“Debris is a separate problem. To avoid tripping and getting hurt, you have to learn to walk on invisible paths… The worst of all are the ruins, and you have to be very skillful to avoid them.”
In the Country of Last Things, Paul Auster
The ruin as a labyrinth, memory and strength. It is difficult not to think negatively when talking about ruins as happens in “In the Country of Last Things” where everything, absolutely everything is devastated. It is quite easy to think of something like that, but a ruin can also be a past memory that is increasingly difficult to access due to the rubble that accumulates, or a construction whose foundations are made of feathers and to which collapse is the only way to redemption. Here, in this exhibition we are going to find the different points of view of this concept linked to textile art and that will serve as a common thread for the invited artists to invite us to explore a landscape “in ruins”.

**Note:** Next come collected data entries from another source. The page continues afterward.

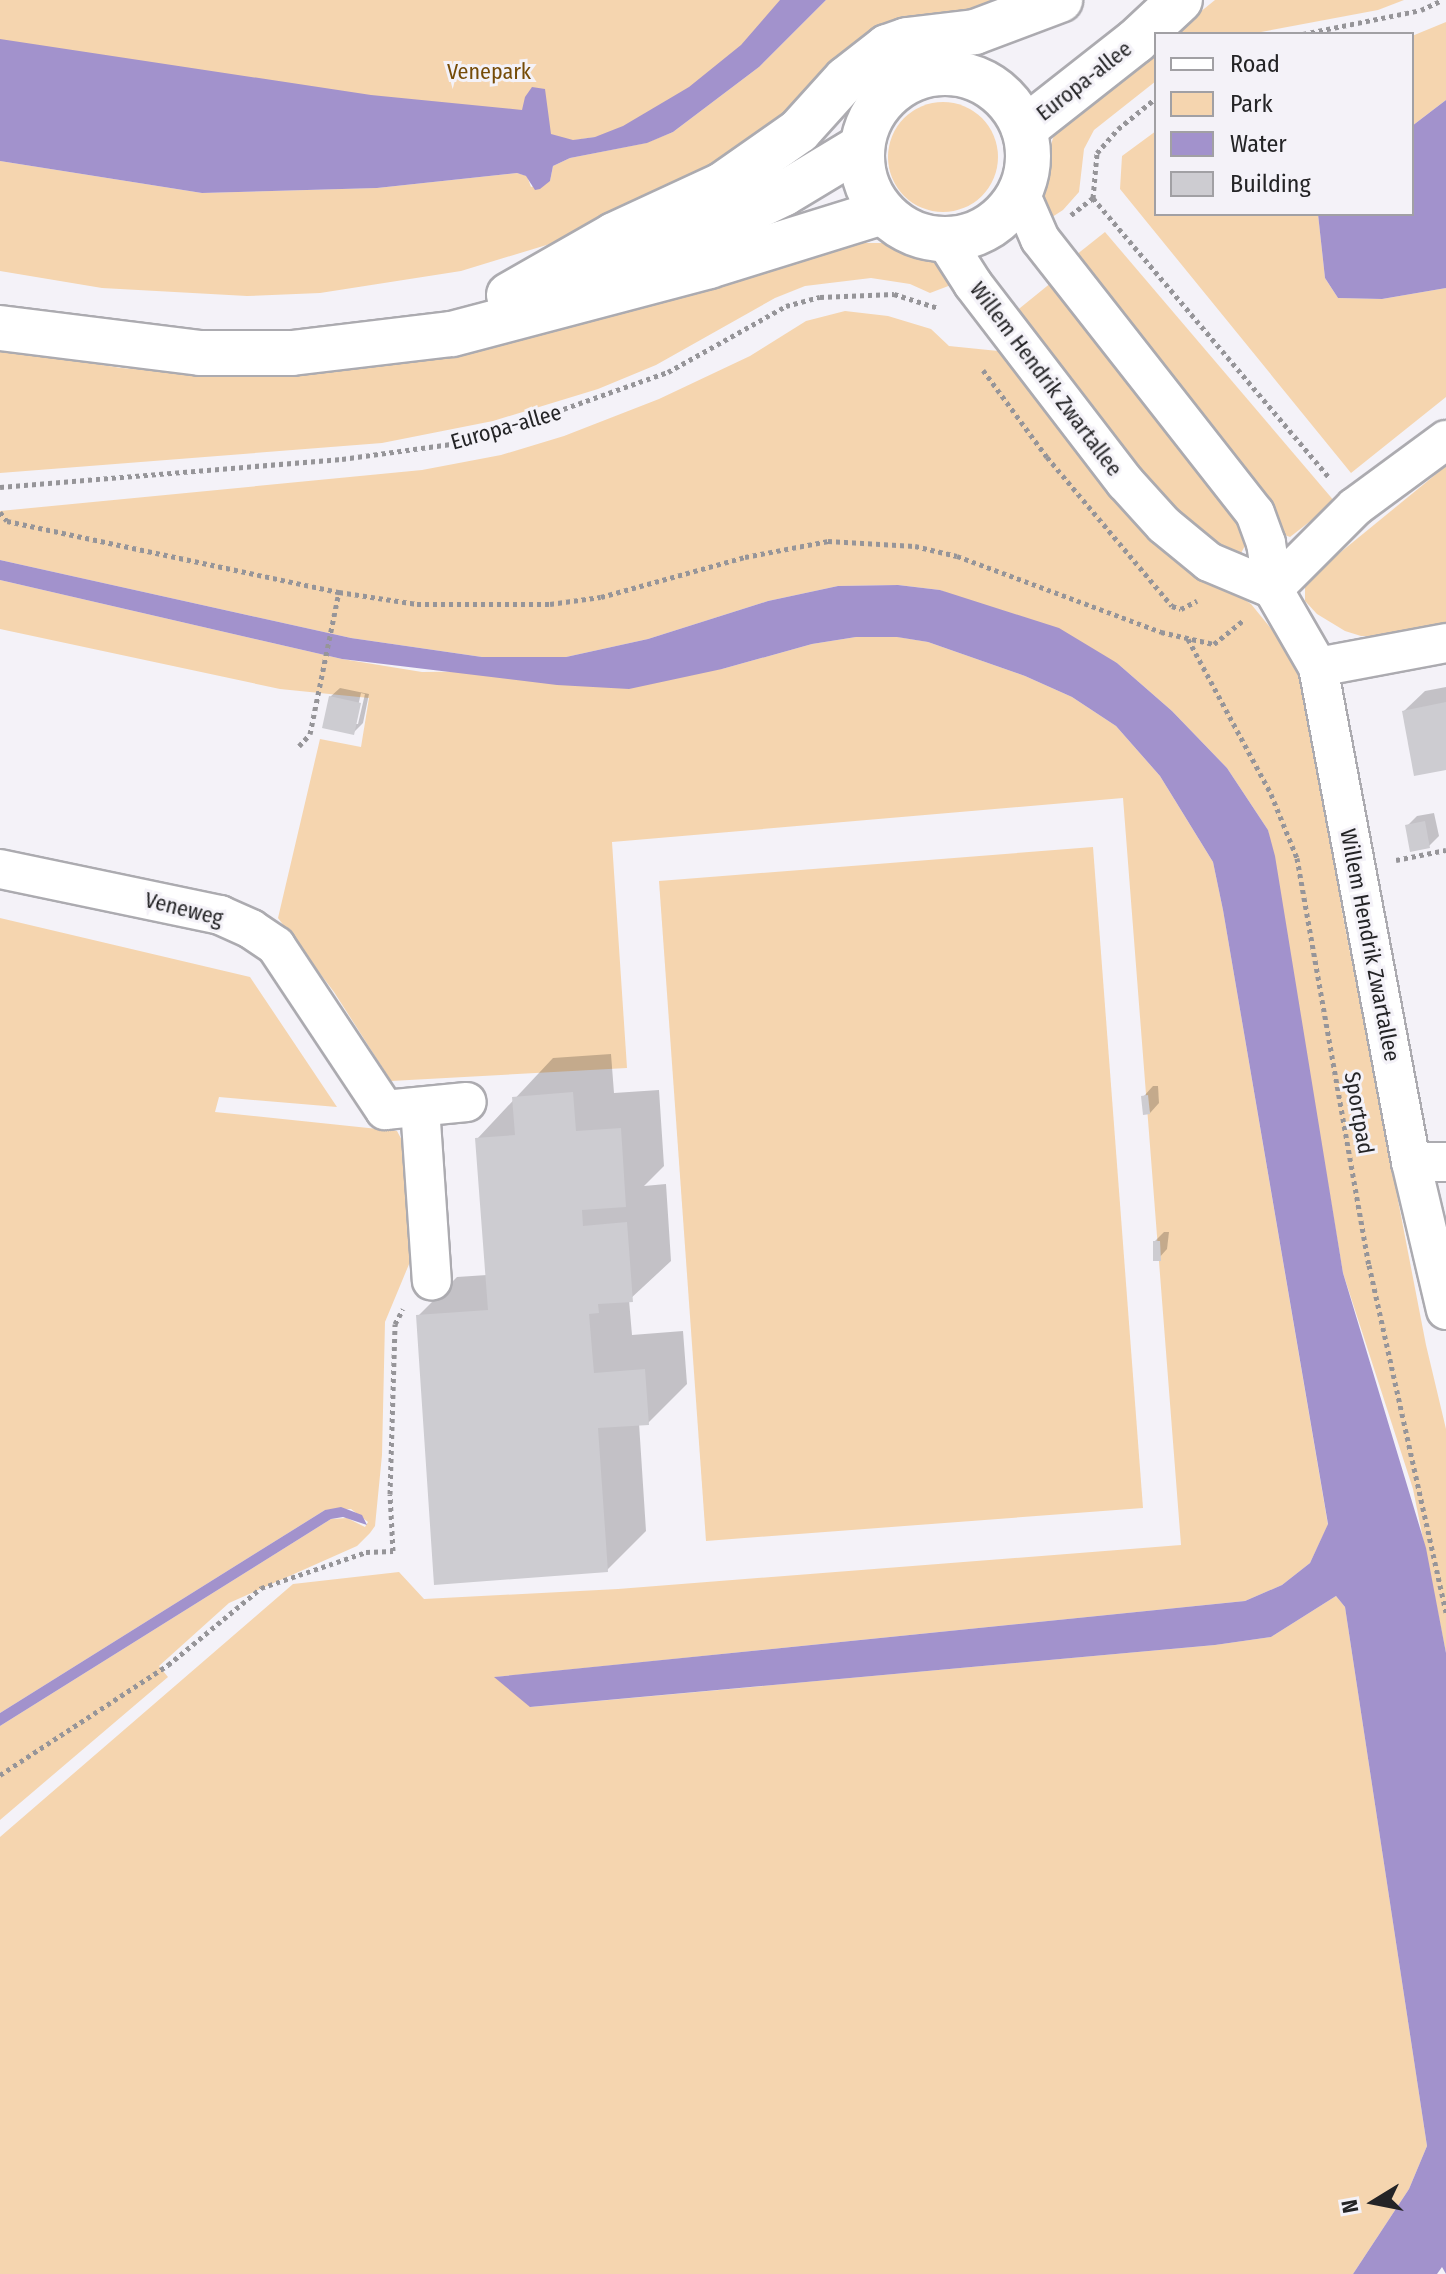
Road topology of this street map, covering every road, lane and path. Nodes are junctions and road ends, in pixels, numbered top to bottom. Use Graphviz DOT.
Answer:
graph roads {
  1 [pos="1062,0"];
  2 [pos="1180,0"];
  3 [pos="1442,0"];
  4 [pos="1313,32"];
  5 [pos="972,77"];
  6 [pos="1154,100"];
  7 [pos="1024,129"];
  8 [pos="861,147"];
  9 [pos="1020,193"];
  10 [pos="882,212"];
  11 [pos="945,240"];
  12 [pos="509,295"];
  13 [pos="0,304"];
  14 [pos="938,308"];
  15 [pos="0,328"];
  16 [pos="1446,440"];
  17 [pos="0,487"];
  18 [pos="1355,507"];
  19 [pos="0,512"];
  20 [pos="1273,589"];
  21 [pos="339,592"];
  22 [pos="1187,638"];
  23 [pos="1446,643"];
  24 [pos="1318,667"];
  25 [pos="299,746"];
  26 [pos="1446,850"];
  27 [pos="1356,868"];
  28 [pos="0,869"];
  29 [pos="467,1102"];
  30 [pos="420,1107"];
  31 [pos="1428,1162"];
  32 [pos="432,1281"];
  33 [pos="1446,1310"];
  34 [pos="1446,1613"];
  35 [pos="0,1775"];
  1 -- 5 [label="main road"];
  1 -- 12 [label="main road"];
  2 -- 7 [label="main road, Europa-allee"];
  3 -- 4 [label="path"];
  5 -- 7 [label="main road"];
  5 -- 8 [label="main road"];
  6 -- 18 [label="path"];
  7 -- 9 [label="main road"];
  8 -- 10 [label="main road"];
  8 -- 12 [label="main road"];
  9 -- 11 [label="main road"];
  9 -- 20 [label="street, Willem Hendrik Zwartallee"];
  10 -- 11 [label="main road"];
  10 -- 15 [label="main road"];
  11 -- 20 [label="street, Willem Hendrik Zwartallee"];
  12 -- 13 [label="main road"];
  14 -- 17 [label="path, Europa-allee"];
  16 -- 18 [label="street"];
  18 -- 20 [label="street"];
  19 -- 21 [label="path"];
  20 -- 22 [label="path"];
  20 -- 24 [label="street, Willem Hendrik Zwartallee"];
  21 -- 22 [label="path"];
  21 -- 25 [label="path"];
  22 -- 34 [label="path, Sportpad"];
  23 -- 24 [label="street"];
  24 -- 27 [label="street, Willem Hendrik Zwartallee"];
  26 -- 27 [label="path"];
  27 -- 31 [label="street, Willem Hendrik Zwartallee"];
  28 -- 30 [label="street, Veneweg"];
  29 -- 30 [label="street, Veneweg"];
  30 -- 32 [label="street"];
  31 -- 33 [label="street, Willem Hendrik Zwartallee"];
  32 -- 35 [label="path"];
}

María Ortega (Madrid, Spain, 1967) wants us to reflect on the personal walls and barriers that each person establishes in their own environment and on their projection and consequences in the society in which we live. Not wanting to be “A Brick in the Wall” is an analysis of a metaphor of the causes that lead to delimiting and surrounding our personal space and the responsibility and influence of those intimate and personal walls, in the creation of clichés, stereotypes, prejudices. The construction of this work reflects a labyrinth-like installation, whose brick walls end up destroyed.
On the other hand, Karen Sandoval (Cali, Colombia, 1987) investigates the identity of the migrant subject and his world made up of fragmented memories, of a past that once again returns us to the idea of a ruin that we can barely revisit. Through these pieces, she aims to show an imaginary based on female characters of her family, in which she tries to compile their memories and experiences, in order to understand her own roots and culture. The artist’s creation process has been linked to the lyrics of a song titled “Psyque”, which repeatedly appears in fragments throughout the different pieces that serve the artist to trace a path and a dialogue between them.
Finally, Estefanía Martín Sáenz (Bilbao, Spain, 1982) tells us about the strength of what remains after the collapse. How through ruins a stronger structure can be rebuilt, although sometimes violently. To do this he has used the drawings of the printed fabrics which, symbolically, are the ruins with which he builds a new drawing pattern. A drawing that inevitably tries to be different but remains the same as the previous one.
Curated by Estefanía Martín Sáenz.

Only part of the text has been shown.